Collected data entries:
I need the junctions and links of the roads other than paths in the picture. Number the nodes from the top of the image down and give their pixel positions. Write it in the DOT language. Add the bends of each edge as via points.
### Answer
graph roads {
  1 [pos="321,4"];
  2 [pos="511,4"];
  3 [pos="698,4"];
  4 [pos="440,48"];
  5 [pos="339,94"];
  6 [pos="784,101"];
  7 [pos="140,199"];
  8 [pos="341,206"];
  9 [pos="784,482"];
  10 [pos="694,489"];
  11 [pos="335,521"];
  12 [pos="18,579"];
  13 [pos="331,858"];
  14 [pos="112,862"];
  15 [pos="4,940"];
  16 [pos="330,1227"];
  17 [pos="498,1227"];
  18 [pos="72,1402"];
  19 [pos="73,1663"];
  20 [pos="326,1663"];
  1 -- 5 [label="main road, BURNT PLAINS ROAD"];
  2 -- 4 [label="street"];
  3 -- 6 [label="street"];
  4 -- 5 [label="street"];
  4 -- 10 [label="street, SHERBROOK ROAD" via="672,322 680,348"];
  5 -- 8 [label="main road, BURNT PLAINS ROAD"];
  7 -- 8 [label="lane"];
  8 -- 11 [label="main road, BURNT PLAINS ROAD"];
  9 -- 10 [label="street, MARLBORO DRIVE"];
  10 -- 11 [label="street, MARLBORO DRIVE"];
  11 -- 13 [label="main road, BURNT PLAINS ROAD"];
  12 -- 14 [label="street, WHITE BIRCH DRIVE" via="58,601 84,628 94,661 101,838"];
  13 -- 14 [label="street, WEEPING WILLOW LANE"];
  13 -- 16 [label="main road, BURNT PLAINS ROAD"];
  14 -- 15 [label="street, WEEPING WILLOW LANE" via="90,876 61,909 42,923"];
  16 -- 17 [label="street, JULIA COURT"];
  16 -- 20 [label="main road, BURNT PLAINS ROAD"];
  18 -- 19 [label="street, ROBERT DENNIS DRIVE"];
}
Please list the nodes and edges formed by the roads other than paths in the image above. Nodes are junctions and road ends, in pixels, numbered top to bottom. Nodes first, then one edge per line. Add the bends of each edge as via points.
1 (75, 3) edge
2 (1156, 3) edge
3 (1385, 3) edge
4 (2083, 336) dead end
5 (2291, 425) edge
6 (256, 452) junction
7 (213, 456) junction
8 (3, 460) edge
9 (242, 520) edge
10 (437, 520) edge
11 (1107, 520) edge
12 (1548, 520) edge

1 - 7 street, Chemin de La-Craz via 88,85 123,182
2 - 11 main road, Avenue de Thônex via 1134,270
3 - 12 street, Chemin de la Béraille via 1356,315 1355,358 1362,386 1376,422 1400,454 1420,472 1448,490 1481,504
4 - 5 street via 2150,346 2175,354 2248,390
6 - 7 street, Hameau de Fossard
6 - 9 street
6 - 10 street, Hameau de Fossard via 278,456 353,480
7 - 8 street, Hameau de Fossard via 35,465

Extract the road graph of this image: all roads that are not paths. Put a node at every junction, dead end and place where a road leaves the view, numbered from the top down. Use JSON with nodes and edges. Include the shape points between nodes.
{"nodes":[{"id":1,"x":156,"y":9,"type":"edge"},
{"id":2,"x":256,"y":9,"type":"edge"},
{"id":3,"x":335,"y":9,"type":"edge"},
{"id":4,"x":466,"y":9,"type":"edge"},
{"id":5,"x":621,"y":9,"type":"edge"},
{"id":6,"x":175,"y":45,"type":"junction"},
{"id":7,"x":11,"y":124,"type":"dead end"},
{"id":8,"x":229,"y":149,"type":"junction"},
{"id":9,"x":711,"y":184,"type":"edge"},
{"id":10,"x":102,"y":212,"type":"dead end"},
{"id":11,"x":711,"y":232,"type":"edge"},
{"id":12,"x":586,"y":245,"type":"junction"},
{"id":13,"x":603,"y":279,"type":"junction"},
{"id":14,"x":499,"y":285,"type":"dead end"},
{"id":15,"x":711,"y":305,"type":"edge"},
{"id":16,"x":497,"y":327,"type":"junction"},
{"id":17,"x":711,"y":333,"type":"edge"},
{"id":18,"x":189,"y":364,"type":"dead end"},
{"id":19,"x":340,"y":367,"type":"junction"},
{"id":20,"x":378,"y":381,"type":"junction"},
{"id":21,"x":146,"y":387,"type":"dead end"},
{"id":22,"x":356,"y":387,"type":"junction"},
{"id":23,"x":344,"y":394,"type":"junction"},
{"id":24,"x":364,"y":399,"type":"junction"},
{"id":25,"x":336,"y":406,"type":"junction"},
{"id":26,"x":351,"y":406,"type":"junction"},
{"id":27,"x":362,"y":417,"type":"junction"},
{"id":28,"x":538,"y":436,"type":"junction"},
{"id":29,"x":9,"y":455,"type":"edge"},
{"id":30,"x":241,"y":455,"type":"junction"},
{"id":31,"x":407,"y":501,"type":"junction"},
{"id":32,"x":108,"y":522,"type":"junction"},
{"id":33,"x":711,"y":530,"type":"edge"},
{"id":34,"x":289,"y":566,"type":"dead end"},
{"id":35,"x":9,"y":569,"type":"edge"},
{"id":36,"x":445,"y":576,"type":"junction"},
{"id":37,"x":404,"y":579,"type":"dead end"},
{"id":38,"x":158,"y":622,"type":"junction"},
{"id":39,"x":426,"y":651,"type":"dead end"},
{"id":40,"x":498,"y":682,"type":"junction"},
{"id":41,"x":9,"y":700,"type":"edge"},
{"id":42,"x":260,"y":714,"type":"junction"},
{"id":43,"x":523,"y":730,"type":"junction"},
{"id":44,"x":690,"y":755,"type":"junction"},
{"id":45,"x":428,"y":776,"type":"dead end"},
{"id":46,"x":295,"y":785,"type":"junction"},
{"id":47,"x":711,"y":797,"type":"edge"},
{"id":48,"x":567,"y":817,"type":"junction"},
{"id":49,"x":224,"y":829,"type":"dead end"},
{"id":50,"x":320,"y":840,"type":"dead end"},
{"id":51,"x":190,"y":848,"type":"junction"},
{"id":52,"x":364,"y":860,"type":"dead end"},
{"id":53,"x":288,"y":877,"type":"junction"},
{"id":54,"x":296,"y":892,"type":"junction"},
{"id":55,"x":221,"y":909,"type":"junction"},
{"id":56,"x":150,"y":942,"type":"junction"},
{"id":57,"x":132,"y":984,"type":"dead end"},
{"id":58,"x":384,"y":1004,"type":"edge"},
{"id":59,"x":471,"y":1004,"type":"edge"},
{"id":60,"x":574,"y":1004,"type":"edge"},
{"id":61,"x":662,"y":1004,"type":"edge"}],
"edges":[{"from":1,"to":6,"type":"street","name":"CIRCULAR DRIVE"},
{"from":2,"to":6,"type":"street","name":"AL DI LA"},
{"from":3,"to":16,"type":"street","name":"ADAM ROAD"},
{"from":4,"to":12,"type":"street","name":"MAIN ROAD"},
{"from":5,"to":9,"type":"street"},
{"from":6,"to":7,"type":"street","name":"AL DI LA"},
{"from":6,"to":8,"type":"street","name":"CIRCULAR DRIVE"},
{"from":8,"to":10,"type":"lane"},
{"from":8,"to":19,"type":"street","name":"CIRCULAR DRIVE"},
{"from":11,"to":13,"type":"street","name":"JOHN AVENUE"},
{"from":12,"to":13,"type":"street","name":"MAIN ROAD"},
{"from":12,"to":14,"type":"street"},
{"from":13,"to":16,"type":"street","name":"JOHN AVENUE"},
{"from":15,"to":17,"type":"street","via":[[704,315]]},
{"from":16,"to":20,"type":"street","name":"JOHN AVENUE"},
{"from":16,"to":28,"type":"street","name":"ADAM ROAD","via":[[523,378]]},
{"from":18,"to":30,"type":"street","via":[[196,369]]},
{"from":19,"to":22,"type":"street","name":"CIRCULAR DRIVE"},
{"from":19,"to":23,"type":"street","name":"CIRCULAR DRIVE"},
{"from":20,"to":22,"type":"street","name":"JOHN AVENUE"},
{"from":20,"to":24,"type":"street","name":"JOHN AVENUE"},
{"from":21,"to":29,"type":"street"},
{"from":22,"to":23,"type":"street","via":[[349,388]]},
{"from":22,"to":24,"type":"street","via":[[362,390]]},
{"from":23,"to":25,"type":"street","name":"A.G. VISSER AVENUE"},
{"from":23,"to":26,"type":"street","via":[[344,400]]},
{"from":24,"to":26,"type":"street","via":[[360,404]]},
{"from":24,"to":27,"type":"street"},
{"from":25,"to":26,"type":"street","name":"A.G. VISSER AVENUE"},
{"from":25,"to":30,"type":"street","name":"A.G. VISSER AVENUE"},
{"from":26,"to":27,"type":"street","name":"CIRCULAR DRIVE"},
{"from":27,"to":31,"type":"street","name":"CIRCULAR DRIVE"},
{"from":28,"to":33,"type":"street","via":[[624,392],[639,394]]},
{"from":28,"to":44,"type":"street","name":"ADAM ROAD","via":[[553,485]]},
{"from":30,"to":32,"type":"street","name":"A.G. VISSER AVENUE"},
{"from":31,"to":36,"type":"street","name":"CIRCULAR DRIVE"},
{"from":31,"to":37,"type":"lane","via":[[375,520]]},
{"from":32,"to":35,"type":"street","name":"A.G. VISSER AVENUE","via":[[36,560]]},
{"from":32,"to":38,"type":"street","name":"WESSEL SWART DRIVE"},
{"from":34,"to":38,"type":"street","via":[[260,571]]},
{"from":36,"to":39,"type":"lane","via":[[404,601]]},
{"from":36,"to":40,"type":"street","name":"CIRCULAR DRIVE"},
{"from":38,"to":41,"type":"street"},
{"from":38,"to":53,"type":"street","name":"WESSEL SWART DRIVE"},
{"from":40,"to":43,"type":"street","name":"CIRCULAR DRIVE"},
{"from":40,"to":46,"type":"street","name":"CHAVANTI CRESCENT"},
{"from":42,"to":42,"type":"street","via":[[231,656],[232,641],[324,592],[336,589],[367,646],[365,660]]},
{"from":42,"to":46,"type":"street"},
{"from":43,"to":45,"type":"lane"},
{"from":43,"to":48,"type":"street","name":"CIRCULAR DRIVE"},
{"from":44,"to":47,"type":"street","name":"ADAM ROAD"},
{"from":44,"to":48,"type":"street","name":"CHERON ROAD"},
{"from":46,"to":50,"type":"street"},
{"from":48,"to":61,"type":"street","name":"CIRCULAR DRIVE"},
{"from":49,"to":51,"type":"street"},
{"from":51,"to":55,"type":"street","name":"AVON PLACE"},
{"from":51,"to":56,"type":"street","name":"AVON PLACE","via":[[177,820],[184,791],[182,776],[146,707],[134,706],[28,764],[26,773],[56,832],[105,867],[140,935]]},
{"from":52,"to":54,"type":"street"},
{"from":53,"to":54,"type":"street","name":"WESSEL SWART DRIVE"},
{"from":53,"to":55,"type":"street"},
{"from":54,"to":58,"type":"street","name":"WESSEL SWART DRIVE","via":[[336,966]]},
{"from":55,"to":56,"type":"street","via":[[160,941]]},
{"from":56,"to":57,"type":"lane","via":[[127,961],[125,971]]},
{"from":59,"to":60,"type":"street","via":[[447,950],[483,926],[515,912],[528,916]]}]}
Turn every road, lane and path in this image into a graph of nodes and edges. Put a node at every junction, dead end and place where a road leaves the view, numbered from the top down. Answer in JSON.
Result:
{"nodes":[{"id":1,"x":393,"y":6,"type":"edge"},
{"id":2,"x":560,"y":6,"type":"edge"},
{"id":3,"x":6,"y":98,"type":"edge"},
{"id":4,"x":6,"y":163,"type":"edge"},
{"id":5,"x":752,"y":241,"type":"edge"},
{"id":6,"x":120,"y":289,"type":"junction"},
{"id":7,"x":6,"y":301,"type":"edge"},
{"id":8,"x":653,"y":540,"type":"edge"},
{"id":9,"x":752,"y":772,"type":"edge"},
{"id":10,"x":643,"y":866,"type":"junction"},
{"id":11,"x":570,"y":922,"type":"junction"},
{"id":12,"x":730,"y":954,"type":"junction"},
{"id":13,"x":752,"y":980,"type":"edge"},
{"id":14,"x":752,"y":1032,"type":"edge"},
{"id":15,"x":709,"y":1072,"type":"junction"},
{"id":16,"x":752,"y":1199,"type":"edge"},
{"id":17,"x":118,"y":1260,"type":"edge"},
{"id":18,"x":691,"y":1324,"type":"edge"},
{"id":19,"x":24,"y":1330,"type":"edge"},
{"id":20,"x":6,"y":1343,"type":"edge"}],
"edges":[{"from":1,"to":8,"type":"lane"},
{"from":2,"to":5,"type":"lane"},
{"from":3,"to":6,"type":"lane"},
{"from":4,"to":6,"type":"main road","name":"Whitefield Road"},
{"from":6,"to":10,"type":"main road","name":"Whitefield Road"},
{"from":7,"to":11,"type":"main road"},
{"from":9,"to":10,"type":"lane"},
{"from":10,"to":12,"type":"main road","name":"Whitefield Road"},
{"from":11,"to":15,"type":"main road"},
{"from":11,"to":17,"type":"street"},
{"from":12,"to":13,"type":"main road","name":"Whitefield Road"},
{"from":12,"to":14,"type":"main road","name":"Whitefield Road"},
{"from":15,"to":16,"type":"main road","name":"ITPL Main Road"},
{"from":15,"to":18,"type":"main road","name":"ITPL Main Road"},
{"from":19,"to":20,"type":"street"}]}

» **WORK INSTRUCTION**:
Copy each line of the records above that carries the word "MARLBORO".

» **WRITTEN ANSWER**:
  9 -- 10 [label="street, MARLBORO DRIVE"];
  10 -- 11 [label="street, MARLBORO DRIVE"];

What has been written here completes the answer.